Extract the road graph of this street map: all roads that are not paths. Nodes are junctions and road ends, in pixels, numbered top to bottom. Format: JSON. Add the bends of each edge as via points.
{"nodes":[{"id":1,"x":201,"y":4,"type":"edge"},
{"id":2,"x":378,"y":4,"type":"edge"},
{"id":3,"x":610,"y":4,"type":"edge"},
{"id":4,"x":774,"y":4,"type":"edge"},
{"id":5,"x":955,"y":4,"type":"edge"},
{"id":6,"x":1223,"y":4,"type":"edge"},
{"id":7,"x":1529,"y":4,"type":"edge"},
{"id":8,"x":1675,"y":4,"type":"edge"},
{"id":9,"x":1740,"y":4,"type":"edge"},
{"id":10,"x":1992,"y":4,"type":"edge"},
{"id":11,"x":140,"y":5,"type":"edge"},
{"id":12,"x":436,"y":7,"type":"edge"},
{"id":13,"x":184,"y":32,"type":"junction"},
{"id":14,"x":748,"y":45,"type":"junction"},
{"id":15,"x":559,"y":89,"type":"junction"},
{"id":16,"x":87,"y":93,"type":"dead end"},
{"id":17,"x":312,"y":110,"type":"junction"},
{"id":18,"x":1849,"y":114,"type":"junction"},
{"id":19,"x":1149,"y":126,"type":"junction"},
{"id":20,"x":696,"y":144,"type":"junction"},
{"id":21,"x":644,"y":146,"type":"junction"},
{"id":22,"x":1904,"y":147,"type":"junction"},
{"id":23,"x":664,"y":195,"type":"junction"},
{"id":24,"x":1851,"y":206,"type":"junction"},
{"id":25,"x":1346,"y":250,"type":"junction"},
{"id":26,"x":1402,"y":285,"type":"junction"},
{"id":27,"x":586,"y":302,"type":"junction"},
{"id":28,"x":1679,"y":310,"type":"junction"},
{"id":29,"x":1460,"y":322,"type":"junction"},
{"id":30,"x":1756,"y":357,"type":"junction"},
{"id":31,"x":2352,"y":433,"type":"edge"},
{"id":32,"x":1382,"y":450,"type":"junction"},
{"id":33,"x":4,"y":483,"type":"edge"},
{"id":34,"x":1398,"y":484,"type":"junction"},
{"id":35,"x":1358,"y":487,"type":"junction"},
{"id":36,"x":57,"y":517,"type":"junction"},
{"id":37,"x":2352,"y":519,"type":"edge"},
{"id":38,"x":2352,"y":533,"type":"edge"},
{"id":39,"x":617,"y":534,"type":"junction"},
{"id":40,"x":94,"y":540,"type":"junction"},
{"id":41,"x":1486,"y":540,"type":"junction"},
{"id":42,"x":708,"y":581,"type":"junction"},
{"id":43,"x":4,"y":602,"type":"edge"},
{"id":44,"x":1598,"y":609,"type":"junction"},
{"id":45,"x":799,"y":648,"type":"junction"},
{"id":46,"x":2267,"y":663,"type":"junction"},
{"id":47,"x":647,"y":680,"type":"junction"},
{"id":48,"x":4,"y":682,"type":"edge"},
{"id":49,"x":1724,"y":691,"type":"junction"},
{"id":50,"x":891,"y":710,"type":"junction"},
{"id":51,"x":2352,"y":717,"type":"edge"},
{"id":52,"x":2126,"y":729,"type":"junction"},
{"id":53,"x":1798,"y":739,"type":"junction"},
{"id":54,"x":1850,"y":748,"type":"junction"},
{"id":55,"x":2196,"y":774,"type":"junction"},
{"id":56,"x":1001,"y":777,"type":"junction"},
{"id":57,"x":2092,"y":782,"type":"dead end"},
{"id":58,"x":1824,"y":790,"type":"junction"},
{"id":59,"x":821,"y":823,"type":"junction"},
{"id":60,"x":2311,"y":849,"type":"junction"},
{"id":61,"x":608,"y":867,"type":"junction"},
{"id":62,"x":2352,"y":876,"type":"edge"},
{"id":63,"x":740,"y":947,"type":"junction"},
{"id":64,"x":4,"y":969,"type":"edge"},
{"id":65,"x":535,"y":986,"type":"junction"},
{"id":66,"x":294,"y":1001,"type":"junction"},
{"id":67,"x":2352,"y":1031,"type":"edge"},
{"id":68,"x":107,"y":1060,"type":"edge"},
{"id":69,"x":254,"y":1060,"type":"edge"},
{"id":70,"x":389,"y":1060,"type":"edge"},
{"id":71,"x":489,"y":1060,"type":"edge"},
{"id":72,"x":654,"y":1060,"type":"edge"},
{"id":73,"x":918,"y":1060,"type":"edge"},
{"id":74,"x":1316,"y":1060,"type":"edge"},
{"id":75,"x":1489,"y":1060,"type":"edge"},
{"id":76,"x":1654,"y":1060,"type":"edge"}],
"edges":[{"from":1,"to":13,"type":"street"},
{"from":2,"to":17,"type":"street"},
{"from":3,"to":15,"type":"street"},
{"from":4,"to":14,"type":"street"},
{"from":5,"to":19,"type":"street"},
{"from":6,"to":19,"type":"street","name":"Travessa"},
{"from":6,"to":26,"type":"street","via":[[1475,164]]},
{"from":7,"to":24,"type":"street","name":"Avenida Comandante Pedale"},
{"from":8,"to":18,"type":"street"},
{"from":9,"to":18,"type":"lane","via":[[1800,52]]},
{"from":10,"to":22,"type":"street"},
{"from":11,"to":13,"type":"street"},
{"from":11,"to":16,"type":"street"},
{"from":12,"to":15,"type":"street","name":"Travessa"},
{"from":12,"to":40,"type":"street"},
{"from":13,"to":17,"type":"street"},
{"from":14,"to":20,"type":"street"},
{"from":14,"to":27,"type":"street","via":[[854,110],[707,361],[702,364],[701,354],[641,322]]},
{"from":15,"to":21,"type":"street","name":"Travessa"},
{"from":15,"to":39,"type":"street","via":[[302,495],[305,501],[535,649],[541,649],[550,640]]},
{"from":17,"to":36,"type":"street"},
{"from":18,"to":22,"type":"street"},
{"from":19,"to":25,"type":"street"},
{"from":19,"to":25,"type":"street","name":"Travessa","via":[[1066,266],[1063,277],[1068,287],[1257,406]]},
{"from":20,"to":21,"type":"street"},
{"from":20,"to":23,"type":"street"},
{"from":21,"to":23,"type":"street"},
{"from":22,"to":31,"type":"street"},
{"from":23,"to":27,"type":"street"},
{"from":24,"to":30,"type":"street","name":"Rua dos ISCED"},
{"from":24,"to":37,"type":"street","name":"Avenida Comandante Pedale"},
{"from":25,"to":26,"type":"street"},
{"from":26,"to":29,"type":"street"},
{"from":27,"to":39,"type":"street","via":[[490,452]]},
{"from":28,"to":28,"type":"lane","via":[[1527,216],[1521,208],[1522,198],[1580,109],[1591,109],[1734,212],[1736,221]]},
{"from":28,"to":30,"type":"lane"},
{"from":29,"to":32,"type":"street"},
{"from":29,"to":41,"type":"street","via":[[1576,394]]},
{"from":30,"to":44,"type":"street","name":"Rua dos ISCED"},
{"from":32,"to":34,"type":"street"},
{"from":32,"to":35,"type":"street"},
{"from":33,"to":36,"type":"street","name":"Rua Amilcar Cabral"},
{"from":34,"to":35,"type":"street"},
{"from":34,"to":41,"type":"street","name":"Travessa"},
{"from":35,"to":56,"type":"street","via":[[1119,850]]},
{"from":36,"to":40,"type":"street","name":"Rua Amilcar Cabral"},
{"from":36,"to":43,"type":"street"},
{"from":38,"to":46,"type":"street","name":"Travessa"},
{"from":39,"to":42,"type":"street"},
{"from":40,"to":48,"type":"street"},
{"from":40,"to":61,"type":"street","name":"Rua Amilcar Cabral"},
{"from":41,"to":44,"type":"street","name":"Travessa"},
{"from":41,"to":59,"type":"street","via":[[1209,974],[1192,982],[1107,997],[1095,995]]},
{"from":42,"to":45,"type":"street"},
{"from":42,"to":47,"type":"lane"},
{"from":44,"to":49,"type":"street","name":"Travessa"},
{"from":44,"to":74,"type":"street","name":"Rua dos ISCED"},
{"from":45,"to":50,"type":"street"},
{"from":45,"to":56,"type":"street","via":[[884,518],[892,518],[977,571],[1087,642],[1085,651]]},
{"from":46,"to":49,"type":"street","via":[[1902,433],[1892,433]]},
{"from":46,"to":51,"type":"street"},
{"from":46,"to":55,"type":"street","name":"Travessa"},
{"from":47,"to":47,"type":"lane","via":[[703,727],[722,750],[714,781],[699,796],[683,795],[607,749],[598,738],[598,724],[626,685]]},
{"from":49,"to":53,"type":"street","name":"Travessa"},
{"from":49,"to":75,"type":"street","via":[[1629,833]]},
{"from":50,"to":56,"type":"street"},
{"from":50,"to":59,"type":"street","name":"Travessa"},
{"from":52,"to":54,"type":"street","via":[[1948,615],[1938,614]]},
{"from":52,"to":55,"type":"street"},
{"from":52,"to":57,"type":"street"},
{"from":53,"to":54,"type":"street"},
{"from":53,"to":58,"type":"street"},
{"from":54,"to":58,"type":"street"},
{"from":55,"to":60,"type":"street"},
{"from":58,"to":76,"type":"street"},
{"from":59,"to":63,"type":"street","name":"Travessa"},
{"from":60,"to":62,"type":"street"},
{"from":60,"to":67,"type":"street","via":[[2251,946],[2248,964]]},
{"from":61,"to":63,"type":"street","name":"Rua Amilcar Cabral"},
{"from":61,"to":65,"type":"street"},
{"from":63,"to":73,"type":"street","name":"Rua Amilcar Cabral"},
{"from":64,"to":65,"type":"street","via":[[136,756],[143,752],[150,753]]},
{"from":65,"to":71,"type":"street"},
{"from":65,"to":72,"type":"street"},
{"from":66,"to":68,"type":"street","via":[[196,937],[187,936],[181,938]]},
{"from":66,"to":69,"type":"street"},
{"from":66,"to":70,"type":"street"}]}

● ● ● ●

**Your objective:** Go through the data line by line and say how many lines contain "Cabral". Give the number alone.

**Solved problem:** 5